Müzik ve Sinema Derneği Genel Başkanı Arslan Ateş, "Nuh: Büyük Tufan" filmini eleştirerek, filmin kutsal değerleri dikkate almadığını savundu.
Ateş, yaptığı yazılı açıklamada, filmin İslam ülkelerinde büyük tartışmalara ve tepkilere neden olduğunu hatta bazı ülkelerde, Müslümanlar'ın hassasiyetlerini dikkate almadığı gerekçesiyle yasaklandığını belirtti.
Hollywood sinema endüstrisinin, ürettiği sinema filmlerinin dünyada birçok ülkenin tarihi, dini, kültürel hassasiyetleri üzerinde derin izler bırakabilecek kadar güçlü, hatta izleyenlerin kafasında kendi tarihi değerlerini unutturabilecek kadar etkili olduğunu ifade eden Ateş, şunları kaydetti:
"Hollywood’un ürettiği ürünlerin gösterildiği tüm ülkelerde çok büyük etkiler bırakması, insanların bu filmleri bir gerçeklik duygusuyla izlemesi söz konusudur. Kendi inancına ait tüm değerler sistemini ustaca tüm dünyaya servis ediyor. Bunu yaparken ne sizi, ne sizin değerlerinizi ne de kutsalınızı dikkate alıyor. İslam dünyasının, çıkan bir ürünü eleştirmek ya da ürün piyasaya çıktıktan sonra ne olduğunu anlamak yerine, daha filmin çalışmaları başlar başlamaz tutum ve tavrın ortaya koyması gerekiyor."

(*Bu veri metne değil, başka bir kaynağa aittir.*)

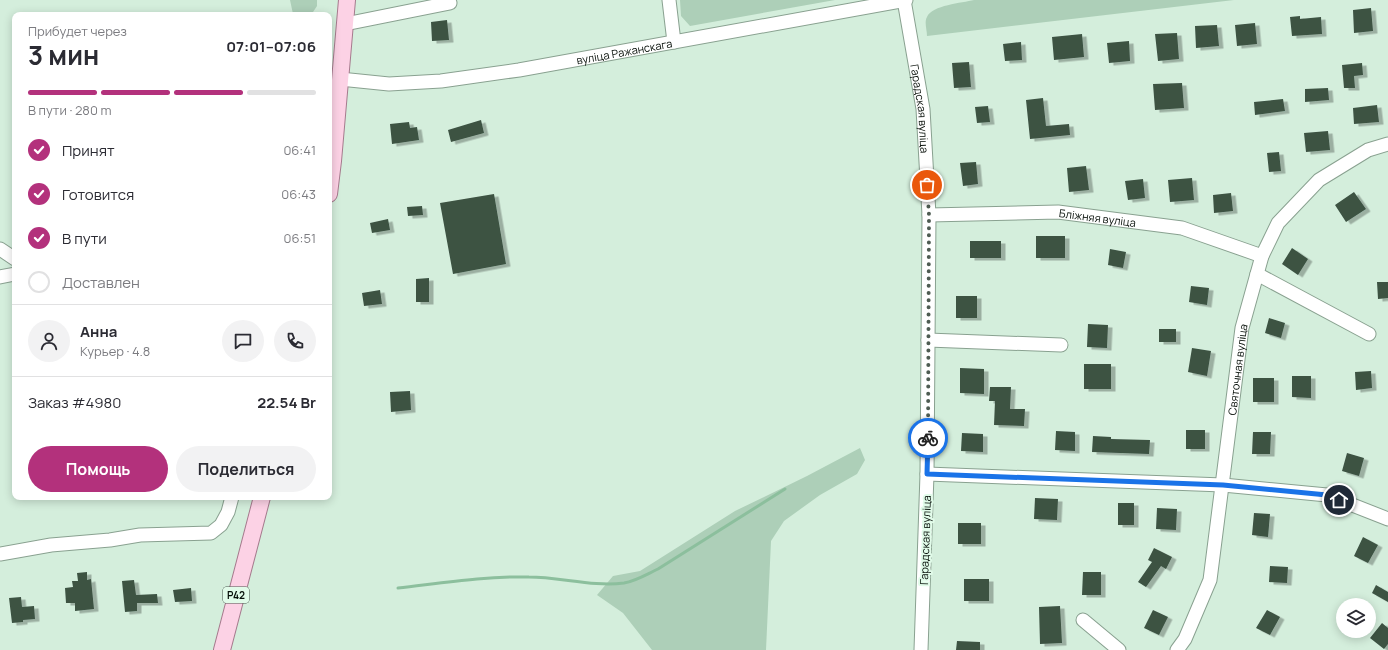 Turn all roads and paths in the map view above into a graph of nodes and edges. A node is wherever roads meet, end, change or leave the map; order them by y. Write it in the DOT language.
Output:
graph roads {
  1 [pos="347,0"];
  2 [pos="669,0"];
  3 [pos="905,0"];
  4 [pos="450,3"];
  5 [pos="345,24"];
  6 [pos="674,42"];
  7 [pos="340,79"];
  8 [pos="1388,144"];
  9 [pos="332,169"];
  10 [pos="929,215"];
  11 [pos="0,249"];
  12 [pos="1262,256"];
  13 [pos="12,257"];
  14 [pos="1257,274"];
  15 [pos="12,275"];
  16 [pos="0,277"];
  17 [pos="1369,334"];
  18 [pos="928,340"];
  19 [pos="1061,345"];
  20 [pos="927,474"];
  21 [pos="1223,485"];
  22 [pos="231,500"];
  23 [pos="261,500"];
  24 [pos="1388,519"];
  25 [pos="0,554"];
  26 [pos="1083,620"];
  27 [pos="222,650"];
  28 [pos="921,650"];
  29 [pos="1118,650"];
  30 [pos="1177,650"];
  1 -- 5 [label="main road"];
  2 -- 6 [label="street"];
  3 -- 6 [label="street, вуліца Ражанскага"];
  3 -- 10 [label="street, Гарадская вуліца"];
  4 -- 5 [label="street"];
  5 -- 7 [label="main road"];
  6 -- 7 [label="street, вуліца Ражанскага"];
  7 -- 9 [label="main road"];
  8 -- 12 [label="street, Святочная вуліца"];
  10 -- 12 [label="street, Бліжняя вуліца"];
  10 -- 18 [label="street, Гарадская вуліца"];
  11 -- 13 [label="street"];
  12 -- 14 [label="street, Святочная вуліца"];
  14 -- 17 [label="street"];
  14 -- 21 [label="street, Святочная вуліца"];
  15 -- 16 [label="street"];
  18 -- 19 [label="street"];
  18 -- 20 [label="street, Гарадская вуліца"];
  20 -- 21 [label="street"];
  20 -- 28 [label="street, Гарадская вуліца"];
  21 -- 24 [label="street"];
  21 -- 30 [label="street, Святочная вуліца"];
  22 -- 25 [label="street"];
  23 -- 27 [label="main road, Р42"];
  26 -- 29 [label="street"];
} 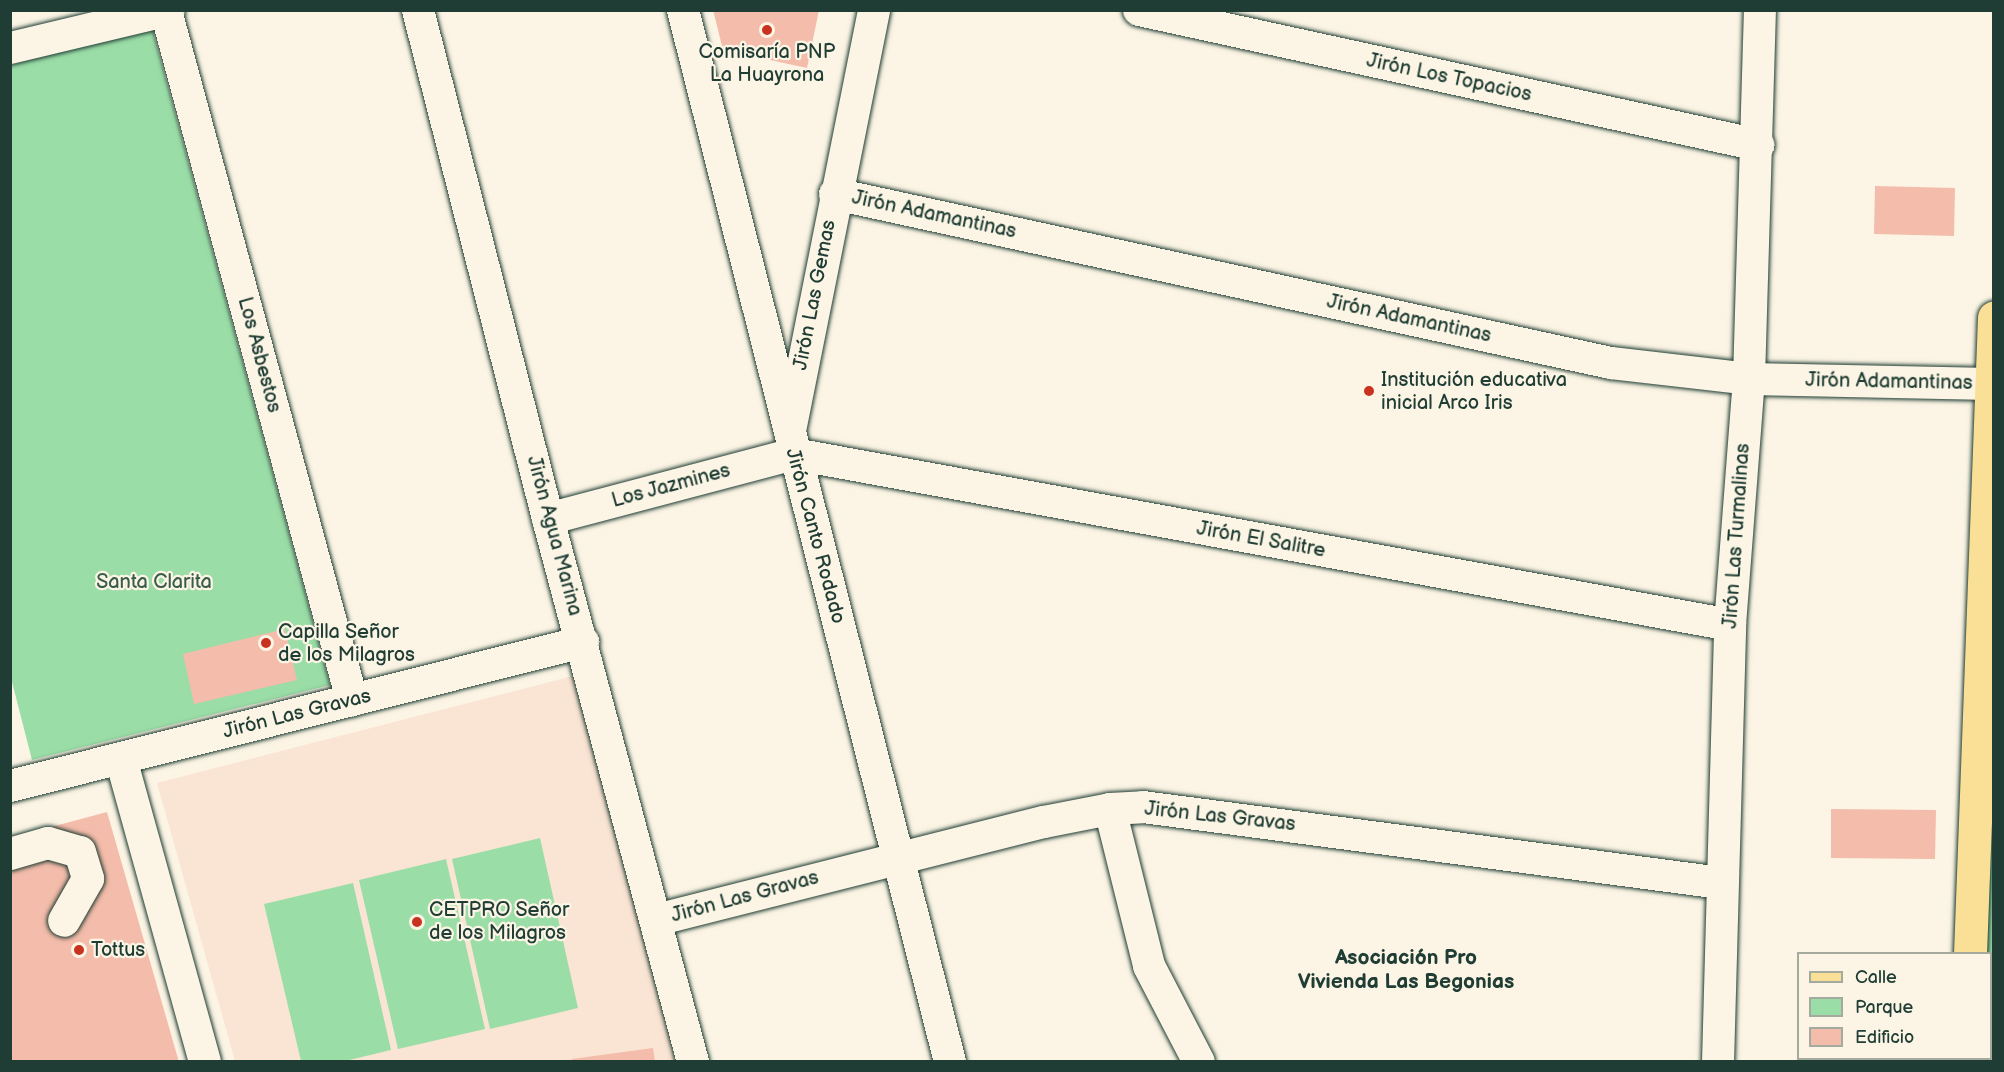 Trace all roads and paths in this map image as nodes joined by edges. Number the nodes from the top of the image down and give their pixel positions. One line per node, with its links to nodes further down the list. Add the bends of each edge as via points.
1 (418, 10): 14 (street, Jirón Agua Marina)
2 (683, 10): 13 (street, Jirón Canto Rodado)
3 (874, 10): 9 (street, Jirón Las Gemas)
4 (1139, 10): 8 (street, Jirón Los Topacios)
5 (1760, 10): 8 (street, Jirón Las Turmalinas)
6 (167, 11): 7 (street); 18 (street, Los Asbestos)
7 (10, 48)
8 (1758, 145): 11 (street, Jirón Las Turmalinas)
9 (835, 194): 11 (street, Jirón Adamantinas, via 1611,363); 13 (street, Jirón Las Gemas)
10 (1994, 317): 12 (main road)
11 (1749, 379): 12 (street, Jirón Adamantinas); 15 (street, Jirón Las Turmalinas)
12 (1991, 384): 16 (main road)
13 (791, 446): 14 (street, Los Jazmines); 15 (street, Jirón El Salitre); 23 (street, Jirón Canto Rodado)
14 (548, 519): 17 (street, Jirón Agua Marina)
15 (1730, 625): 24 (street, Jirón Las Turmalinas)
16 (1989, 639): 27 (main road, via 1972,833)
17 (583, 642): 18 (street, Jirón Las Gravas); 25 (street, Jirón Agua Marina)
18 (352, 700): 19 (street, Jirón Las Gravas)
19 (121, 759): 20 (street, Jirón Las Gravas); 28 (street)
20 (13, 776)
21 (1110, 809): 23 (street, Jirón Las Gravas); 24 (street, Jirón Las Gravas, via 1186,810); 31 (street, via 1149,966)
22 (10, 854): 26 (street, via 48,843 80,852 88,879)
23 (900, 856): 25 (street, Jirón Las Gravas); 30 (street, Jirón Canto Rodado)
24 (1721, 883): 32 (street, Jirón Las Turmalinas)
25 (656, 920): 29 (street, Jirón Agua Marina)
26 (64, 921)
27 (1970, 952)
28 (204, 1062)
29 (693, 1062)
30 (950, 1062)
31 (1199, 1062)
32 (1718, 1062)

Hassasiyetler dikkate alınmalı
Ateş, film çekilirken, Müslümanlar'ın hassasiyetlerinin de dikkate alınması gerektiğini, bunun da Hollwood'un sorumluluğunda olduğunu ileri sürdü. Ülkelerde film endüstrisi kullanılarak birçok inanç, kültürün erozyona uğratıldığını öne sürerek, şöyle devam etti:
"Hollywood sinemasının başka ülkelerde, başka değerlere karşı da nasıl alçakça bir tutum sergilediği bilinirken, bunu Hollywood sinemasından beklemek de yersiz olacaktı. Sinema endüstrisine gereken destek verilmediği ve dünya devleriyle yarışabilecek bir potansiyel geliştirilmediği sürece biz sadece eleştireceğiz, şikayet edeceğiz. Bu anlamda sektörde söz sahibi olamayan İslam ülkelerini kendi hassasiyetleri konusunda kuşkusuz kimse muhatap almayacak, bu şekilde dini ve kültürel değerlerimizi asla yansıtmayan yalan yanlış bilgilerle dolu sinema eserlerini pazarlamaya devam edeceklerdir."
Ateş, Türkiye'nin sinema endüstrisinde söz söyleyebilecek sinemacılar yetiştirmesi gerektiğini ifade etti.